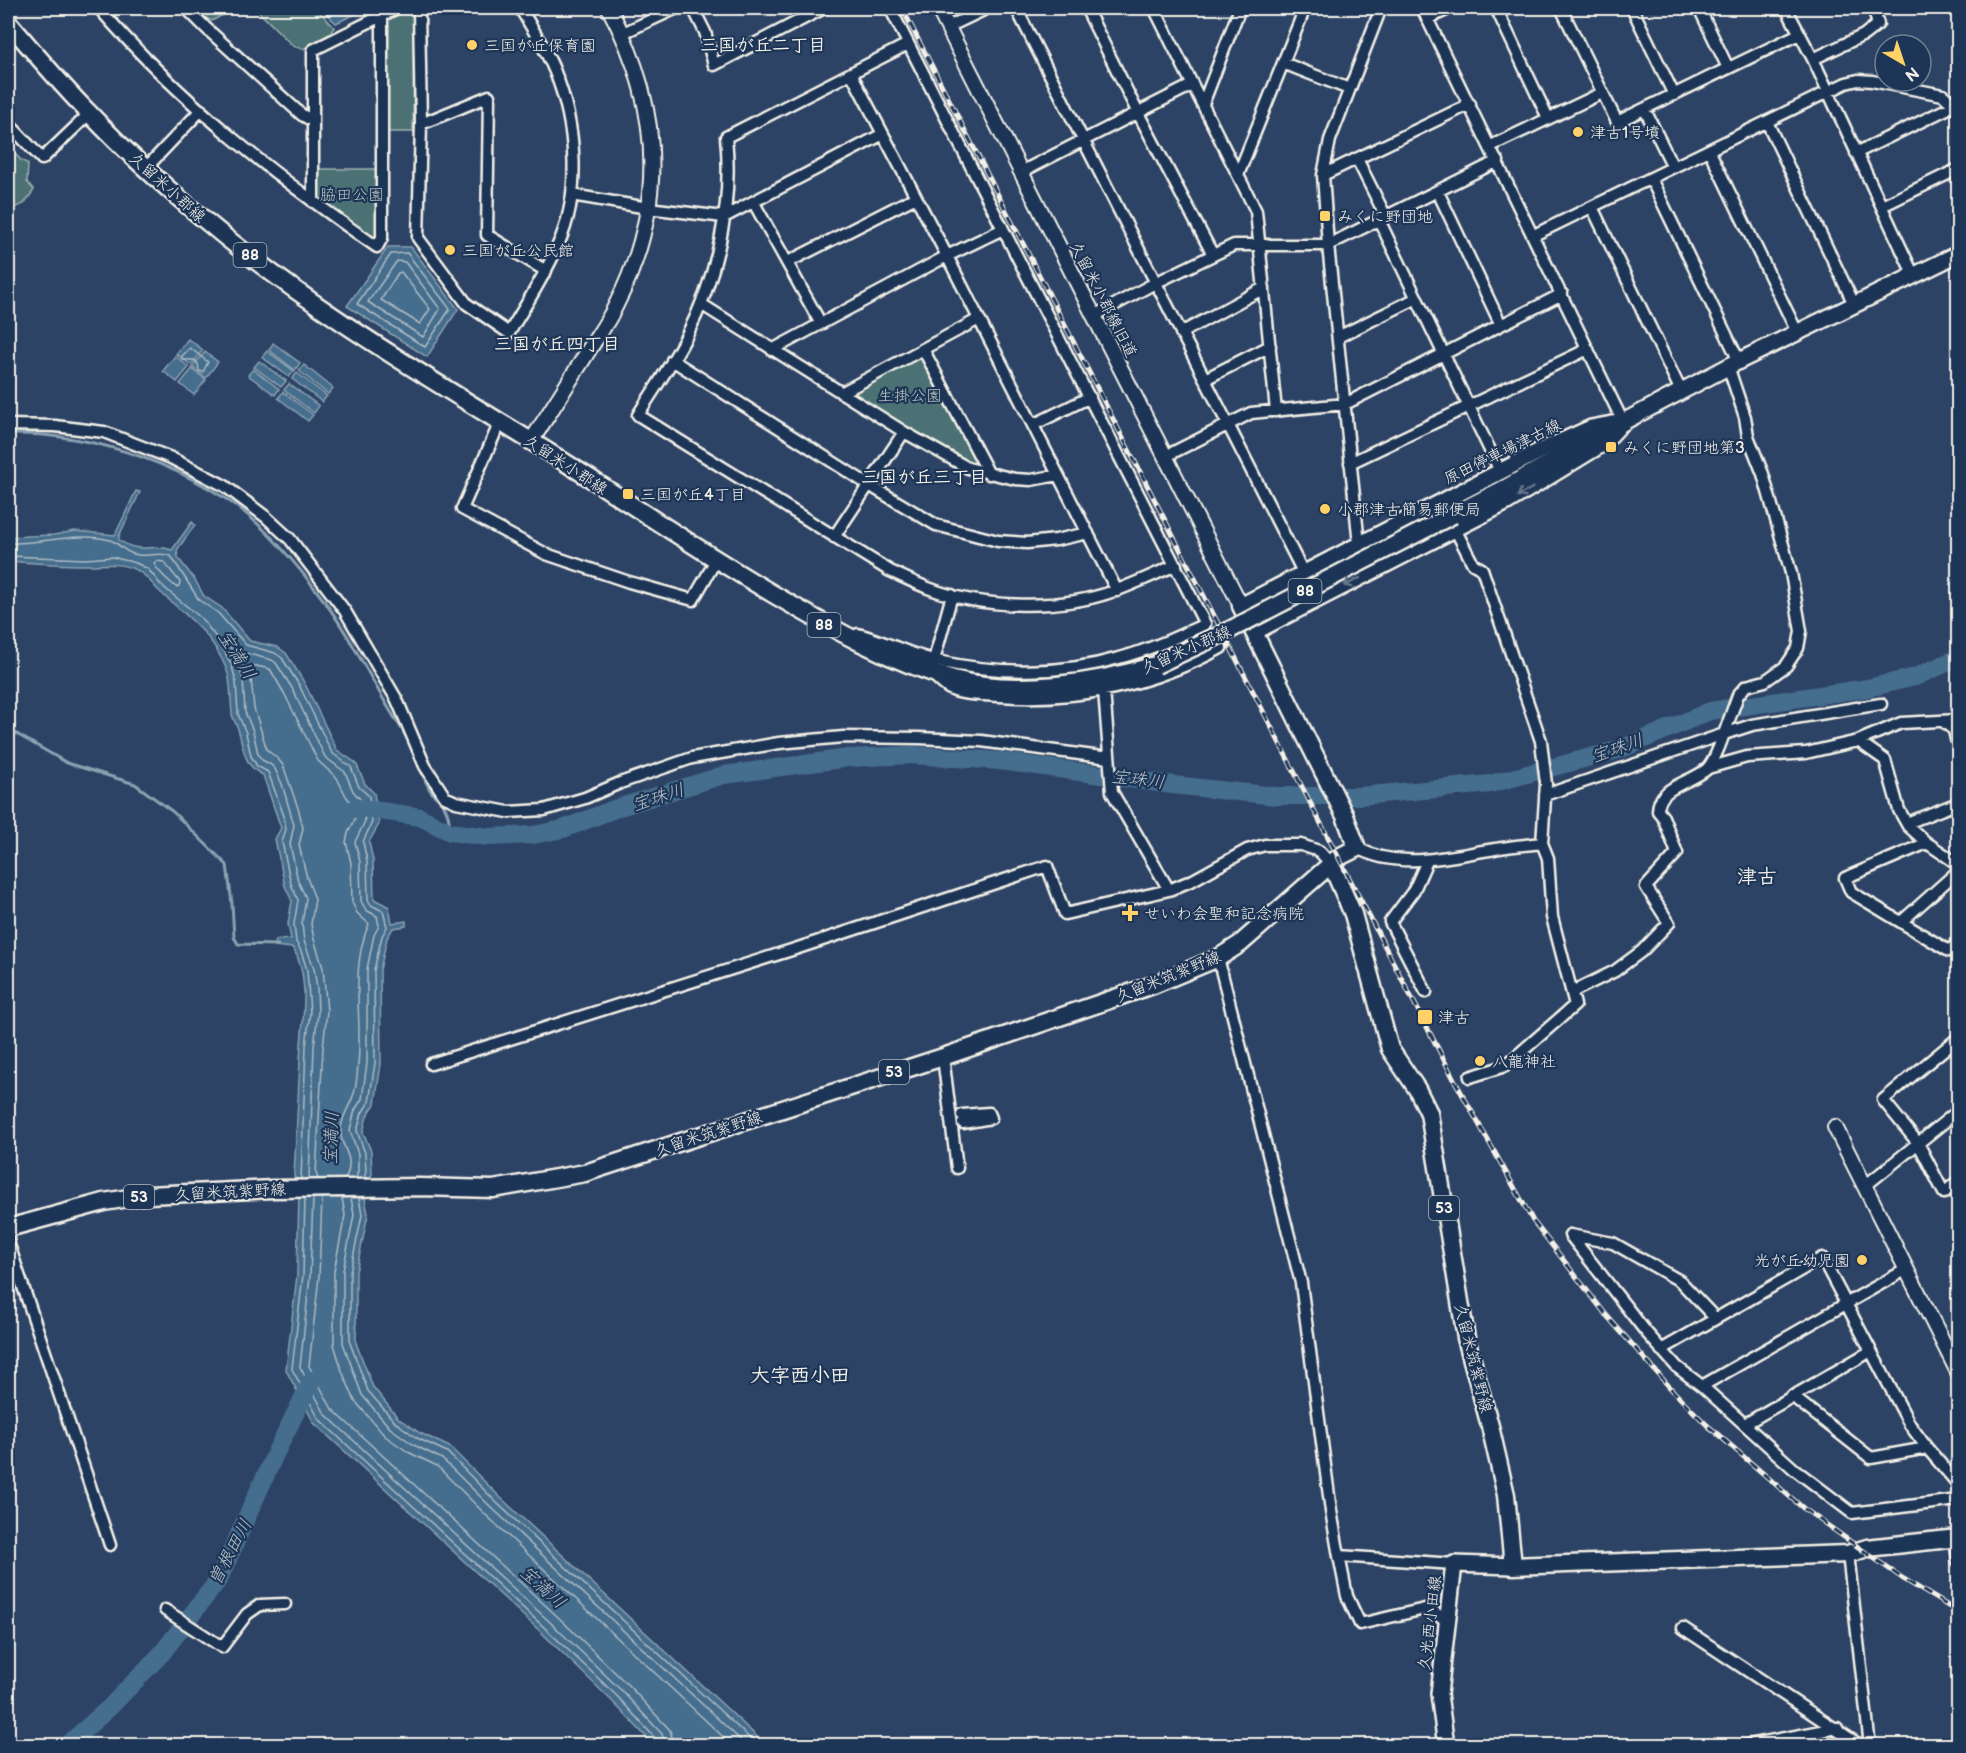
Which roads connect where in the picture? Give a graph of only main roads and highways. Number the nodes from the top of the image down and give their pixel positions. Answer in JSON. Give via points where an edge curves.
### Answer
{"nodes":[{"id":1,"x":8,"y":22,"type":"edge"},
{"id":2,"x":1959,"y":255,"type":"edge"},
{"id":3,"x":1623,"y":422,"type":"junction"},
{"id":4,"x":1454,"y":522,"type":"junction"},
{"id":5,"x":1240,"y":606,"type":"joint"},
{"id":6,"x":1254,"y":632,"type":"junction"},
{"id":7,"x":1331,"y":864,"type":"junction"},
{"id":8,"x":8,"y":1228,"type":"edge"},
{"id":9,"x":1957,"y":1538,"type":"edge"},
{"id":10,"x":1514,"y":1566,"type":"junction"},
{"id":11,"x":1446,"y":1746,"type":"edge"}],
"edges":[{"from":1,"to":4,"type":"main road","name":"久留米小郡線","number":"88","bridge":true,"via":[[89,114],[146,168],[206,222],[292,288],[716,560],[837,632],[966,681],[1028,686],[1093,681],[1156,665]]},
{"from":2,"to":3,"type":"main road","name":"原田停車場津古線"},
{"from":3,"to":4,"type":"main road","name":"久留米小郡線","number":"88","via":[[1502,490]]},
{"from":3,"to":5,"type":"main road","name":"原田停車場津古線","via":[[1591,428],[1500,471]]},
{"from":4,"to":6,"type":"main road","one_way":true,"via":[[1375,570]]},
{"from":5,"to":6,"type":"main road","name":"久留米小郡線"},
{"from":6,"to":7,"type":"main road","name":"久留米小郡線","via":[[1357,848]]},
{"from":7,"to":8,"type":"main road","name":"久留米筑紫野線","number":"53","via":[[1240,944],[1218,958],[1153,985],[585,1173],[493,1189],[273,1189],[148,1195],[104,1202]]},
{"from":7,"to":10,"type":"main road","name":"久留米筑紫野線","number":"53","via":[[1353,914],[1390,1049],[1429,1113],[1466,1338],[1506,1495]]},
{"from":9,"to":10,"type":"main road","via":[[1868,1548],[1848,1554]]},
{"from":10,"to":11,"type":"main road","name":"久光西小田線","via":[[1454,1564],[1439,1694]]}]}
------------------------------------------------------------------------
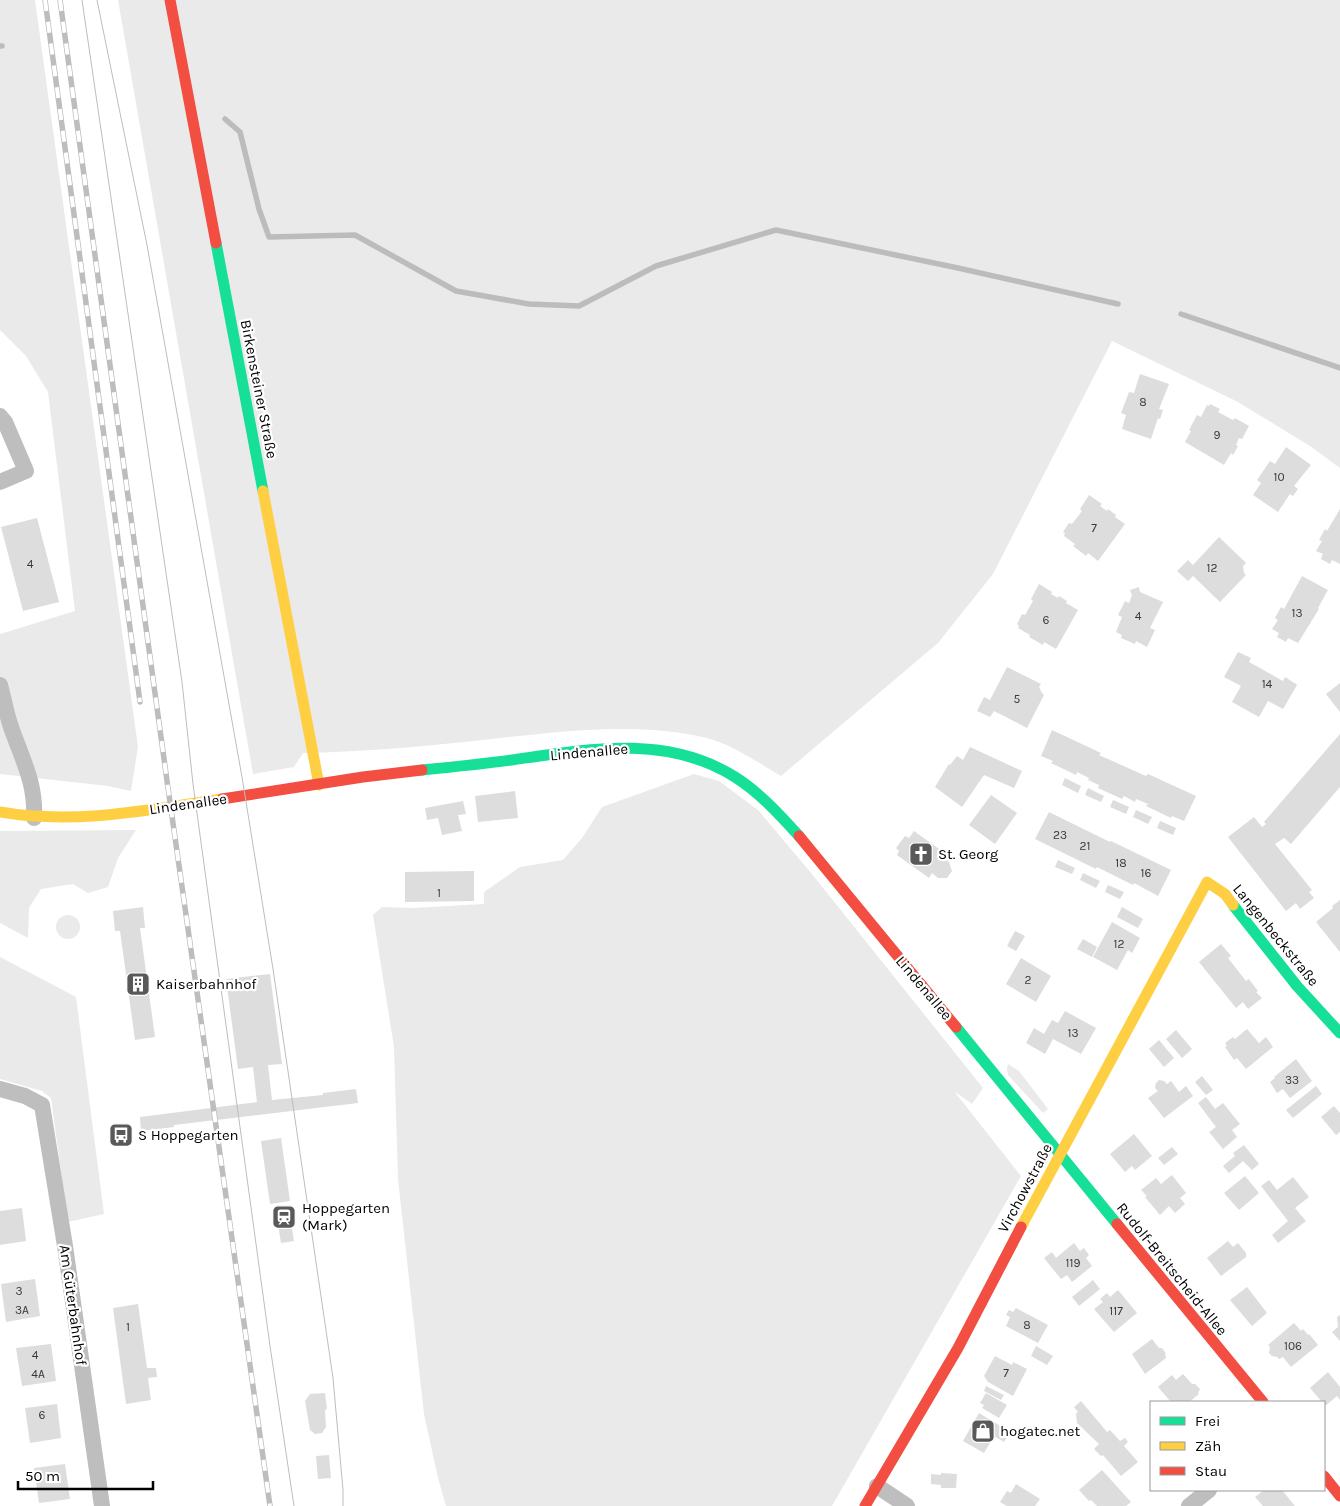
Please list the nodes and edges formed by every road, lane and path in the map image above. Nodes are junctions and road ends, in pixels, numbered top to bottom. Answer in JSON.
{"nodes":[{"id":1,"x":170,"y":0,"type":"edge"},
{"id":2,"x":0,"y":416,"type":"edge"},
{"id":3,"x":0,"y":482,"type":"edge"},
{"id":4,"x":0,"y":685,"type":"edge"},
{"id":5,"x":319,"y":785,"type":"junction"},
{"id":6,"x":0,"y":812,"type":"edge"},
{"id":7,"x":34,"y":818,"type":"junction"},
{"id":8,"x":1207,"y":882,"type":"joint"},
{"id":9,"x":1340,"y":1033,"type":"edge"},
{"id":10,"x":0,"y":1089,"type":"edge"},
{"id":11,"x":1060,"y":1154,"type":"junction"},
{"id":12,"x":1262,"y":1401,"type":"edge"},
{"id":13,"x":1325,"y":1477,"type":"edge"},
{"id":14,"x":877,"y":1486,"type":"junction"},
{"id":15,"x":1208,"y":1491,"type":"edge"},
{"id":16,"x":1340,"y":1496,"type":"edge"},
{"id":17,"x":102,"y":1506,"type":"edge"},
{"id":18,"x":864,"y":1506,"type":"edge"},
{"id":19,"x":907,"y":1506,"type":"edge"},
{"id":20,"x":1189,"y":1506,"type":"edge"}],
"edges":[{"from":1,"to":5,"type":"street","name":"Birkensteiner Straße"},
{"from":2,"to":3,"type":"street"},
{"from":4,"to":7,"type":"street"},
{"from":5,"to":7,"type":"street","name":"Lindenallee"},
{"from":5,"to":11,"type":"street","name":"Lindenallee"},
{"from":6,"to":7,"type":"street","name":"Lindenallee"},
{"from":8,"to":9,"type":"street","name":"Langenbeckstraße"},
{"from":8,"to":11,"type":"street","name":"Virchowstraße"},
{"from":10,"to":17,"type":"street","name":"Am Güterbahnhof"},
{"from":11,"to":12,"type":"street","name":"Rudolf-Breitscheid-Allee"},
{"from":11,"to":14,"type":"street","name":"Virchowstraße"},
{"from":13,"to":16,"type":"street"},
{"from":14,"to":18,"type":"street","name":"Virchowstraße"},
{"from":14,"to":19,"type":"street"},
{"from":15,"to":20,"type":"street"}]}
------------------------------------------------------------------------
**Task statement**
Gather all lines from the listing above in which "久留米筑紫野線" occurs.

**Reply to the exercise**
{"from":7,"to":8,"type":"main road","name":"久留米筑紫野線","number":"53","via":[[1240,944],[1218,958],[1153,985],[585,1173],[493,1189],[273,1189],[148,1195],[104,1202]]},
{"from":7,"to":10,"type":"main road","name":"久留米筑紫野線","number":"53","via":[[1353,914],[1390,1049],[1429,1113],[1466,1338],[1506,1495]]},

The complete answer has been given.